Fig. 3. Effect of miR-30c-1-3p on the expression of CYP3A4.

(A) Effect of miR-30c-1-3p on the expression of PXR and CYP3A4 Cells (LS180) were transfected by GenJet version II with the miR-30c-1-3p construct at 20, 200 and 800 ng. The vector plasmid was used to equalize the total amount of constructs. Cells were harvested 72 or 96 h post-transfection. Total RNA was isolated and the mRNA levels of PXR (Left) and CYP3A4 (Right) were determined by RT-qPCR. All experiments were performed three times in triplicate. Asterisk signs in the data indicate statistical significance from vector-transfected cells (P < 0.05). (B) Effect of miR-30c-1-3p on the induction of CYP3A4 Cells (LS180) were transfected as described above and treated with DMSO or 10 µM rifampicin (RIF) 72 h post-transfection. The treated cells were collected 24 h thereafter and the level of CYP3A4 mRNA was determined by RT-qPCR. All experiments were performed three times in triplicate. Asterisk signs in the data indicate statistical significance from vector-transfected cells or cells treated with DMSO (P < 0.05). (C) Effect of miR-30c-1-3p on the activation of CYP3A4-DP-Luc reporter Cells (LS180) were plated in 48 well-plates and transfected with a mixture containing 50 ng of the CYP3A4-DP-Luc reporter, 50 ng of miR-30c-1-3p or the vector along with 5 ng of the Renilla luciferase plasmid.
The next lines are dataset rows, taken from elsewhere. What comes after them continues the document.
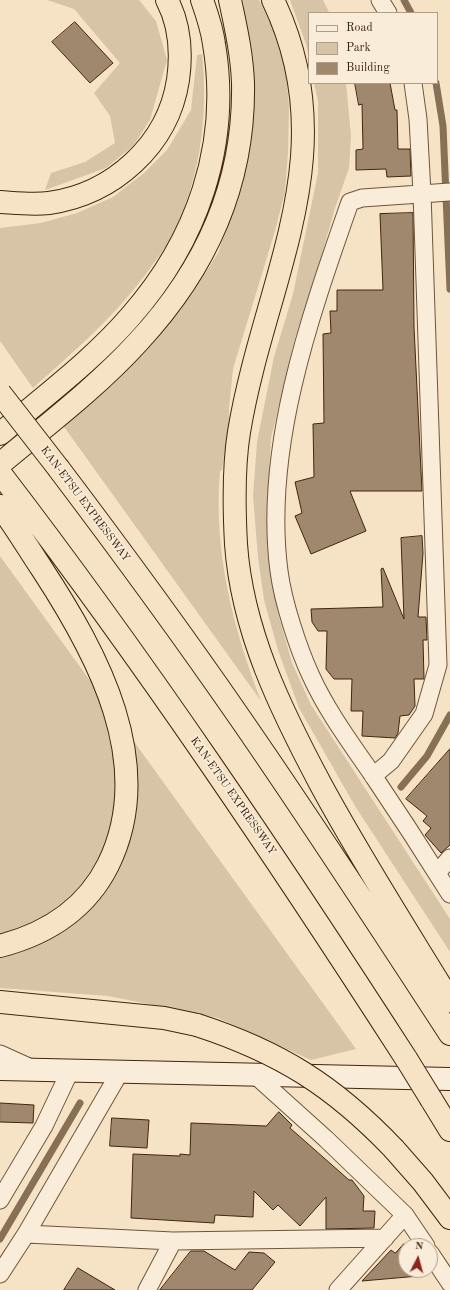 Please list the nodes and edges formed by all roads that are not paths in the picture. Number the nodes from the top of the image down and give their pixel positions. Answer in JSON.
{"nodes":[{"id":1,"x":167,"y":0,"type":"edge"},
{"id":2,"x":202,"y":0,"type":"edge"},
{"id":3,"x":230,"y":0,"type":"edge"},
{"id":4,"x":273,"y":0,"type":"edge"},
{"id":5,"x":380,"y":0,"type":"edge"},
{"id":6,"x":387,"y":12,"type":"edge"},
{"id":7,"x":413,"y":84,"type":"edge"},
{"id":8,"x":450,"y":192,"type":"edge"},
{"id":9,"x":422,"y":193,"type":"junction"},
{"id":10,"x":0,"y":202,"type":"edge"},
{"id":11,"x":0,"y":393,"type":"edge"},
{"id":12,"x":0,"y":434,"type":"edge"},
{"id":13,"x":0,"y":464,"type":"edge"},
{"id":14,"x":0,"y":473,"type":"edge"},
{"id":15,"x":10,"y":508,"type":"edge"},
{"id":16,"x":373,"y":776,"type":"junction"},
{"id":17,"x":450,"y":858,"type":"edge"},
{"id":18,"x":437,"y":873,"type":"junction"},
{"id":19,"x":450,"y":894,"type":"edge"},
{"id":20,"x":0,"y":946,"type":"edge"},
{"id":21,"x":450,"y":1001,"type":"edge"},
{"id":22,"x":0,"y":1002,"type":"edge"},
{"id":23,"x":450,"y":1034,"type":"edge"},
{"id":24,"x":0,"y":1054,"type":"edge"},
{"id":25,"x":0,"y":1069,"type":"edge"},
{"id":26,"x":36,"y":1070,"type":"junction"},
{"id":27,"x":70,"y":1071,"type":"junction"},
{"id":28,"x":120,"y":1072,"type":"junction"},
{"id":29,"x":255,"y":1075,"type":"junction"},
{"id":30,"x":450,"y":1079,"type":"edge"},
{"id":31,"x":450,"y":1130,"type":"edge"},
{"id":32,"x":0,"y":1200,"type":"edge"},
{"id":33,"x":405,"y":1215,"type":"junction"},
{"id":34,"x":450,"y":1218,"type":"edge"},
{"id":35,"x":26,"y":1234,"type":"junction"},
{"id":36,"x":385,"y":1238,"type":"junction"},
{"id":37,"x":421,"y":1238,"type":"edge"},
{"id":38,"x":173,"y":1241,"type":"junction"},
{"id":39,"x":438,"y":1265,"type":"edge"},
{"id":40,"x":0,"y":1274,"type":"edge"},
{"id":41,"x":450,"y":1283,"type":"edge"},
{"id":42,"x":147,"y":1290,"type":"edge"},
{"id":43,"x":338,"y":1290,"type":"edge"}],
"edges":[{"from":1,"to":10,"type":"highway"},
{"from":2,"to":12,"type":"highway"},
{"from":3,"to":13,"type":"highway"},
{"from":4,"to":21,"type":"highway"},
{"from":5,"to":6,"type":"street"},
{"from":7,"to":9,"type":"street"},
{"from":8,"to":9,"type":"street"},
{"from":9,"to":16,"type":"street"},
{"from":9,"to":16,"type":"street"},
{"from":11,"to":23,"type":"highway","name":"KAN-ETSU EXPRESSWAY","bridge":true},
{"from":14,"to":15,"type":"highway","name":"KAN-ETSU EXPRESSWAY"},
{"from":15,"to":20,"type":"highway"},
{"from":15,"to":31,"type":"highway","name":"KAN-ETSU EXPRESSWAY","bridge":true},
{"from":16,"to":18,"type":"street"},
{"from":17,"to":18,"type":"street"},
{"from":18,"to":19,"type":"street"},
{"from":22,"to":34,"type":"highway","bridge":true},
{"from":24,"to":26,"type":"street"},
{"from":25,"to":26,"type":"street"},
{"from":26,"to":27,"type":"street"},
{"from":27,"to":28,"type":"street"},
{"from":27,"to":32,"type":"street"},
{"from":28,"to":29,"type":"street"},
{"from":28,"to":35,"type":"street"},
{"from":29,"to":30,"type":"street"},
{"from":29,"to":33,"type":"street"},
{"from":33,"to":36,"type":"street"},
{"from":33,"to":37,"type":"street"},
{"from":35,"to":38,"type":"street"},
{"from":35,"to":40,"type":"street"},
{"from":36,"to":38,"type":"street"},
{"from":36,"to":43,"type":"street"},
{"from":38,"to":42,"type":"street"},
{"from":39,"to":41,"type":"street"}]} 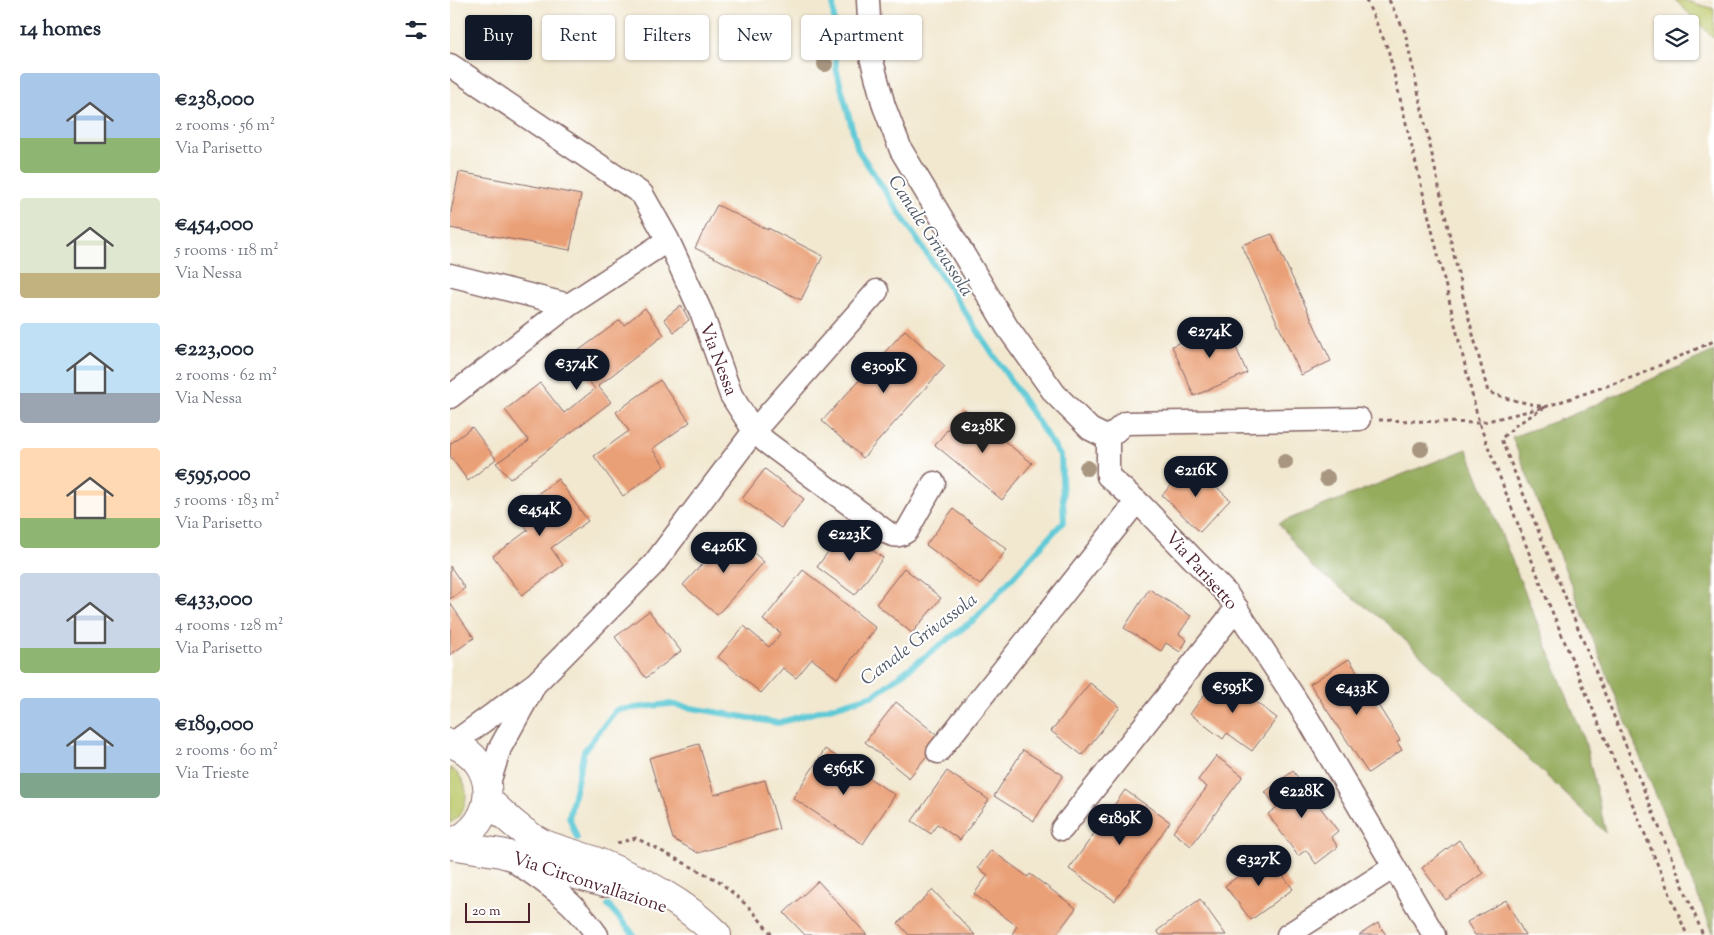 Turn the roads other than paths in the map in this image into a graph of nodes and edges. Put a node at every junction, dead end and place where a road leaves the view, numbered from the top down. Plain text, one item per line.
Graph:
1 (868, 0) edge
2 (450, 66) edge
3 (668, 240) junction
4 (450, 275) edge
5 (877, 290) dead end
6 (569, 305) junction
7 (450, 397) edge
8 (1359, 419) road end
9 (754, 431) junction
10 (1108, 438) junction
11 (934, 483) dead end
12 (1137, 501) junction
13 (1237, 608) junction
14 (536, 682) junction
15 (451, 743) edge
16 (938, 752) dead end
17 (488, 793) junction
18 (1062, 829) dead end
19 (450, 844) edge
20 (501, 853) junction
21 (1394, 867) junction
22 (712, 929) edge
23 (597, 935) edge
24 (1288, 935) edge
25 (1434, 935) edge

1 - 10 street
2 - 3 street, Via Nessa
3 - 6 street
3 - 9 street, Via Nessa
4 - 6 street
5 - 9 street
6 - 7 street
8 - 10 street
9 - 11 street, Via Nessa
9 - 14 street
10 - 12 street, Via Parisetto
12 - 13 street, Via Parisetto
12 - 16 street
13 - 18 street
13 - 21 street, Via Parisetto
14 - 15 street
14 - 17 street
15 - 17 street
17 - 19 street
17 - 22 street, Via Circonvallazione
19 - 20 street, Via Circonvallazione
20 - 22 street, Via Circonvallazione
20 - 23 street
21 - 24 street
21 - 25 street, Via Parisetto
The vector was used to equalize the total amount of constructs. After incubation at 37°C for 24 h, the transfected cells were treated with 10 µM rifampicin (RIF) or the same volume of DMSO for 48 h. Luciferase activities were determined with a Dual-Luciferase Reporter Assay System and the reporter activity was normalized based on the Renilla luminescence signal. All experiments were performed three times in triplicate. Asterisk signs in the data indicate statistical significance from vector-transfected and RIF-treated cells (P < 0.05).